Other big players jockeying for position in the space include ISIS, an initiative being spear-headed by AT&T, Verizon, T-Mobile (which AT&T is in the process of acquiring) and Discover Financial Services, which sells the Discover credit card. In 2009, financial services giant American Express purchased Revolution Money, a company backed by former AOL executive Steve Case, for $300 million.

This week, Twitter co-founder Jack Dorsey unveiled Square Register, which will allow merchants to manage inventory and run analytics against their sales — without expensive equipment and high fees. Last week, financial services giant Visa announced plans for a digital wallet based on NFC. The Square launch follows news that PayPal bought mobile payments startup called Fig Card. In January, Seattle-based coffee giant Starbucks announced that its mobile phone application is now accepted in all 6,800 of the company’s retail locations.

Toronto-based Research In Motion, which makes the BlackBerry line of devices, is expected to announce two new, NFC-equipped versions of the BlackBerry Bold in the near-future, Clark said. The Nokia Astound smartphone, provided by T-Mobile, (aka Nokia C7) will be NFC-compatible as well, Clark reported on Monday.
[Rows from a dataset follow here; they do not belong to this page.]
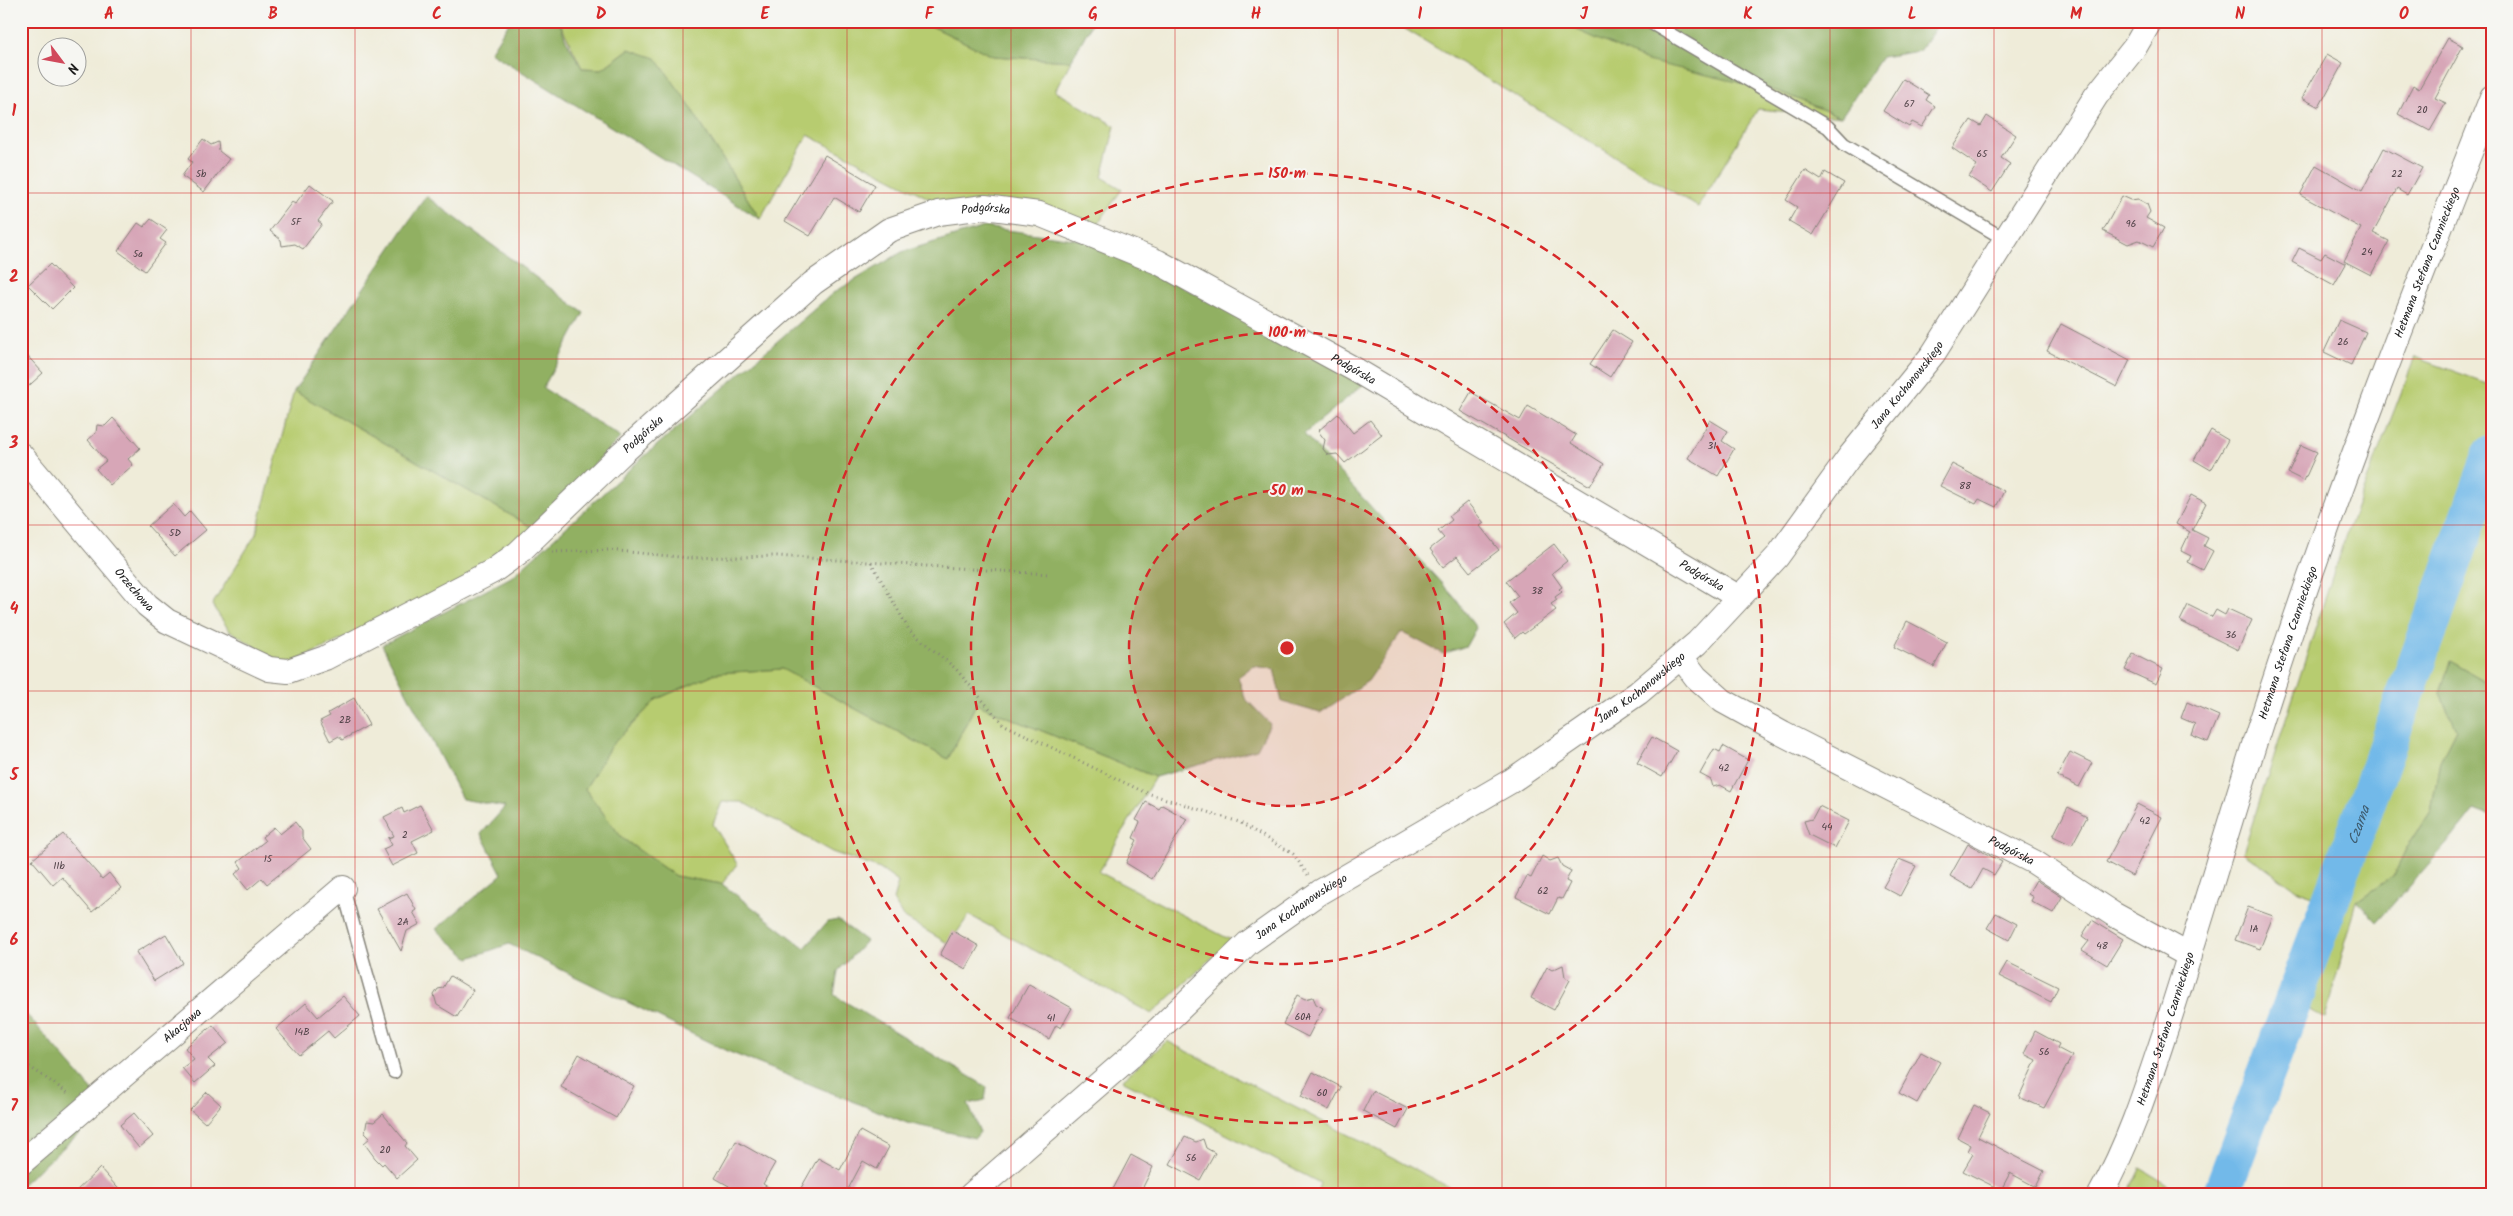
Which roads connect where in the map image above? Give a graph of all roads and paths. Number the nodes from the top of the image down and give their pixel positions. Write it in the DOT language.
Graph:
graph roads {
  1 [pos="1648,21"];
  2 [pos="2150,21"];
  3 [pos="2492,97"];
  4 [pos="2006,240"];
  5 [pos="21,455"];
  6 [pos="518,553"];
  7 [pos="871,562"];
  8 [pos="1048,574"];
  9 [pos="1738,597"];
  10 [pos="1681,657"];
  11 [pos="288,671"];
  12 [pos="343,888"];
  13 [pos="1320,892"];
  14 [pos="2190,956"];
  15 [pos="21,1060"];
  16 [pos="394,1072"];
  17 [pos="86,1107"];
  18 [pos="21,1163"];
  19 [pos="971,1195"];
  20 [pos="2100,1195"];
  1 -- 4 [label="lane"];
  2 -- 4 [label="street, Jana Kochanowskiego"];
  3 -- 14 [label="street, Hetmana Stefana Czarnieckiego"];
  4 -- 9 [label="street, Jana Kochanowskiego"];
  5 -- 11 [label="street, Orzechowa"];
  6 -- 7 [label="path"];
  6 -- 9 [label="street, Podgórska"];
  6 -- 11 [label="street, Podgórska"];
  7 -- 8 [label="path"];
  7 -- 13 [label="path"];
  9 -- 10 [label="street, Jana Kochanowskiego"];
  10 -- 13 [label="street, Jana Kochanowskiego"];
  10 -- 14 [label="street, Podgórska"];
  12 -- 16 [label="lane"];
  12 -- 17 [label="street, Akacjowa"];
  13 -- 19 [label="street, Jana Kochanowskiego"];
  14 -- 20 [label="street, Hetmana Stefana Czarnieckiego"];
  15 -- 17 [label="path"];
  17 -- 18 [label="street, Akacjowa"];
}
Will the Apple iPhone 5 have NFC technology?

Unclear at this time. Apple is definitely working in the platform, according to Clark, and has filed several patent applications involving the technology, leading some to speculate that NFC will be included in the next version of the iPhone, the iPhone 5. However, Bernstein Research analyst Toni Sacconaghi recently cast some doubt on that idea, in part because the NFC infrastructure roll-out remains so nascent.

“There are lots of people outside Apple who have opinions about whether the iPhone 5 will have NFC, but nobody knows for sure,” Clark said. “We know they’re working on it, but they might have felt like there were still some things to be sorted out. With Google’s announcement, Apple may decide that they need to go ahead.”

Is anything like this already in common use?

Proximity cards are based on the same concept, but slightly different technology. The most common application is the company-issued card that gives you access to buildings and specific rooms. Less common are dongles and tags, like those from Visa, and the Mobile Speedpass, which allow cashless point-of-sale transactions. This approach hasn’t gained much traction, perhaps in part because it’s another thing to carry, and is less compelling that the form factor of the credit card it does no more than — and which you can increasingly swipe yourself. But built into something you always carry — a phone — and tied to any number of credit and debit lines, and then you have something.

Google officials declined to comment ahead of Thursday’s announcement.